### Exercise objective
Tally the lines of the records that contain the string "Tiuna", then give the total and nothing more.

Dataset entries:
=== Begin Enclosure ===
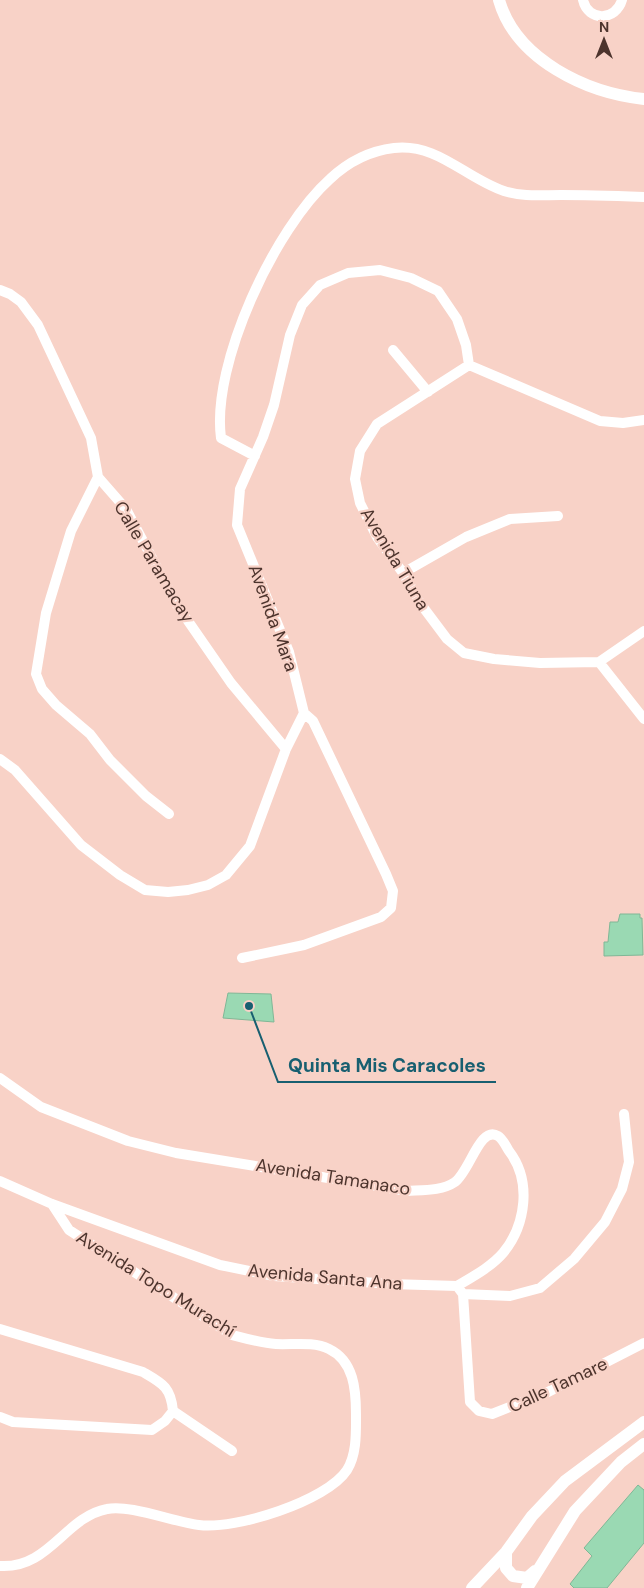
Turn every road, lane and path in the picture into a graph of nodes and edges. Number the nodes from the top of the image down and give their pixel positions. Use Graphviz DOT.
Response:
graph roads {
  1 [pos="499,0"];
  2 [pos="583,0"];
  3 [pos="622,0"];
  4 [pos="644,99"];
  5 [pos="644,197"];
  6 [pos="0,290"];
  7 [pos="392,350"];
  8 [pos="469,365"];
  9 [pos="428,392"];
  10 [pos="644,420"];
  11 [pos="255,456"];
  12 [pos="98,477"];
  13 [pos="558,516"];
  14 [pos="403,573"];
  15 [pos="644,630"];
  16 [pos="599,662"];
  17 [pos="304,713"];
  18 [pos="644,719"];
  19 [pos="286,749"];
  20 [pos="0,759"];
  21 [pos="169,814"];
  22 [pos="242,958"];
  23 [pos="0,1078"];
  24 [pos="624,1114"];
  25 [pos="0,1181"];
  26 [pos="52,1204"];
  27 [pos="460,1290"];
  28 [pos="0,1329"];
  29 [pos="644,1342"];
  30 [pos="173,1411"];
  31 [pos="0,1417"];
  32 [pos="644,1422"];
  33 [pos="644,1444"];
  34 [pos="232,1451"];
  35 [pos="506,1552"];
  36 [pos="0,1566"];
  37 [pos="540,1568"];
  38 [pos="472,1588"];
  39 [pos="526,1588"];
  1 -- 4 [label="street"];
  2 -- 3 [label="street"];
  5 -- 11 [label="street"];
  6 -- 12 [label="street"];
  7 -- 9 [label="street"];
  8 -- 9 [label="street, Avenida Tiuna"];
  8 -- 10 [label="street"];
  8 -- 11 [label="street, Avenida Mara"];
  9 -- 14 [label="street, Avenida Tiuna"];
  11 -- 17 [label="street, Avenida Mara"];
  12 -- 19 [label="street, Calle Paramacay"];
  12 -- 21 [label="street"];
  13 -- 14 [label="street"];
  14 -- 16 [label="street, Avenida Tiuna"];
  15 -- 16 [label="street"];
  16 -- 18 [label="street"];
  17 -- 19 [label="street"];
  17 -- 22 [label="street"];
  19 -- 20 [label="street"];
  23 -- 27 [label="street, Avenida Tamanaco"];
  24 -- 27 [label="street, Avenida Santa Ana"];
  25 -- 26 [label="street, Avenida Santa Ana"];
  26 -- 27 [label="street, Avenida Santa Ana"];
  26 -- 36 [label="street, Avenida Topo Murachí"];
  27 -- 29 [label="street, Calle Tamare"];
  28 -- 30 [label="street"];
  30 -- 31 [label="street"];
  30 -- 34 [label="street"];
  32 -- 35 [label="street"];
  33 -- 37 [label="street"];
  35 -- 37 [label="street"];
  35 -- 38 [label="street"];
  37 -- 39 [label="street"];
}
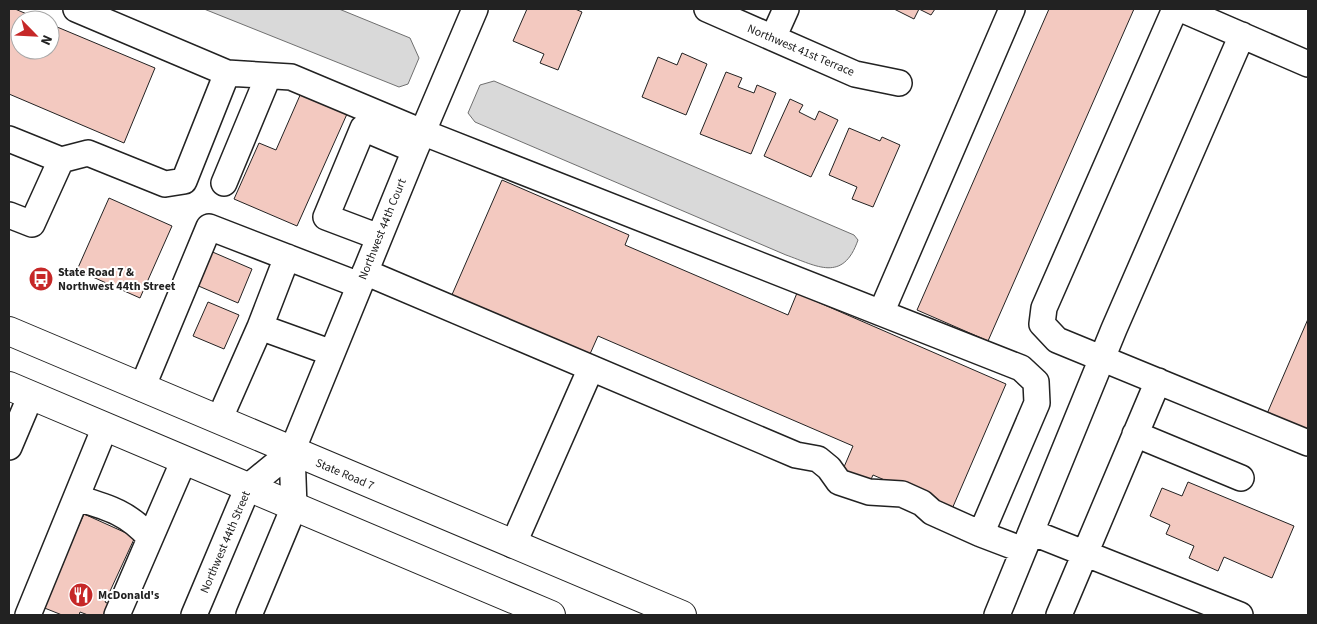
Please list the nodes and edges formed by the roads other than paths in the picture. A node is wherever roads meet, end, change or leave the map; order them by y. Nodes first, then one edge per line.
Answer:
1 (76, 9) edge
2 (475, 9) edge
3 (707, 9) edge
4 (786, 9) edge
5 (1012, 9) edge
6 (1175, 9) edge
7 (1181, 9) edge
8 (1242, 35) junction
9 (773, 38) junction
10 (1308, 64) edge
11 (227, 73) junction
12 (268, 77) junction
13 (899, 83) dead end
14 (9, 138) edge
15 (418, 141) junction
16 (61, 160) junction
17 (224, 183) dead end
18 (9, 215) edge
19 (379, 237) junction
20 (287, 257) junction
21 (362, 279) junction
22 (881, 313) junction
23 (260, 327) junction
24 (9, 331) edge
25 (332, 353) junction
26 (1102, 358) junction
27 (591, 368) junction
28 (1158, 381) junction
29 (142, 388) junction
30 (20, 390) edge
31 (219, 420) junction
32 (106, 427) junction
33 (1135, 434) junction
34 (1308, 443) edge
35 (9, 447) edge
36 (292, 451) junction
37 (184, 460) junction
38 (1241, 478) dead end
39 (248, 487) junction
40 (77, 498) junction
41 (294, 507) junction
42 (981, 534) junction
43 (150, 538) junction
44 (1027, 541) junction
45 (513, 544) junction
46 (1085, 554) junction
47 (34, 611) edge
48 (117, 615) edge
49 (194, 615) edge
50 (249, 615) edge
51 (551, 615) edge
52 (682, 615) edge
53 (997, 615) edge
54 (1059, 615) edge
55 (1240, 615) edge

1 - 11 street
2 - 15 street, Northwest 44th Court
3 - 9 street, Northwest 41st Terrace
4 - 9 street
5 - 22 street
6 - 26 street
7 - 8 street
8 - 10 street
8 - 26 street
9 - 13 street, Northwest 41st Terrace
11 - 12 street
11 - 16 street
12 - 15 street
12 - 17 street
14 - 16 street
15 - 19 street, Northwest 44th Court
15 - 19 street
15 - 22 street
16 - 18 street
19 - 21 street, Northwest 44th Court
20 - 21 street
20 - 23 street
20 - 29 street
21 - 25 street, Northwest 44th Court
21 - 27 street
22 - 42 street
23 - 25 street
23 - 31 street
24 - 29 main road, State Road 7
25 - 36 street, Northwest 44th Court
26 - 28 street
26 - 44 street
27 - 42 street
27 - 45 street
28 - 33 street
28 - 34 street
29 - 31 main road, State Road 7
30 - 32 main road
30 - 35 street
31 - 36 main road, State Road 7
32 - 37 main road
32 - 40 street
33 - 38 street
33 - 46 street
36 - 39 street, Northwest 44th Street
36 - 41 street
36 - 45 main road, State Road 7
37 - 39 main road
37 - 43 street
39 - 41 main road
39 - 49 street, Northwest 44th Street
40 - 43 street
40 - 47 street
41 - 50 street
41 - 51 main road
42 - 44 street
43 - 48 street
44 - 46 street
44 - 53 street
45 - 52 main road, State Road 7
46 - 54 street
46 - 55 street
=== End Enclosure ===
### Exercise response
3